TASK
Drop every image and restate the entries below word for word.

RECORDED DATA

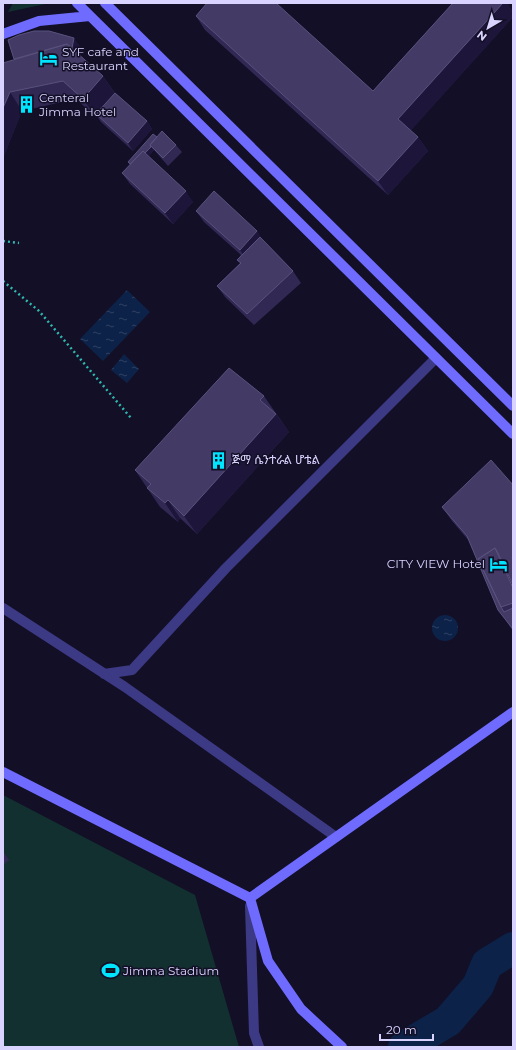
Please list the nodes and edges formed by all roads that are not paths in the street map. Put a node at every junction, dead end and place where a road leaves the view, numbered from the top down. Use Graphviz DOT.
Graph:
graph roads {
  1 [pos="77,3"];
  2 [pos="105,3"];
  3 [pos="90,16"];
  4 [pos="3,34"];
  5 [pos="436,358"];
  6 [pos="513,406"];
  7 [pos="513,434"];
  8 [pos="3,608"];
  9 [pos="104,674"];
  10 [pos="513,712"];
  11 [pos="3,772"];
  12 [pos="336,837"];
  13 [pos="250,898"];
  14 [pos="259,1047"];
  15 [pos="342,1047"];
  1 -- 3 [label="main road"];
  2 -- 6 [label="main road"];
  3 -- 4 [label="main road"];
  3 -- 5 [label="main road"];
  5 -- 7 [label="main road"];
  5 -- 9 [label="street"];
  8 -- 9 [label="street"];
  9 -- 12 [label="street"];
  10 -- 12 [label="main road"];
  11 -- 13 [label="main road"];
  12 -- 13 [label="main road"];
  13 -- 14 [label="street"];
  13 -- 15 [label="main road"];
}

YOUR SOLUTION
Please list the nodes and edges formed by all roads that are not paths in the street map. Put a node at every junction, dead end and place where a road leaves the view, numbered from the top down. Use Graphviz DOT.
Graph:
graph roads {
  1 [pos="77,3"];
  2 [pos="105,3"];
  3 [pos="90,16"];
  4 [pos="3,34"];
  5 [pos="436,358"];
  6 [pos="513,406"];
  7 [pos="513,434"];
  8 [pos="3,608"];
  9 [pos="104,674"];
  10 [pos="513,712"];
  11 [pos="3,772"];
  12 [pos="336,837"];
  13 [pos="250,898"];
  14 [pos="259,1047"];
  15 [pos="342,1047"];
  1 -- 3 [label="main road"];
  2 -- 6 [label="main road"];
  3 -- 4 [label="main road"];
  3 -- 5 [label="main road"];
  5 -- 7 [label="main road"];
  5 -- 9 [label="street"];
  8 -- 9 [label="street"];
  9 -- 12 [label="street"];
  10 -- 12 [label="main road"];
  11 -- 13 [label="main road"];
  12 -- 13 [label="main road"];
  13 -- 14 [label="street"];
  13 -- 15 [label="main road"];
}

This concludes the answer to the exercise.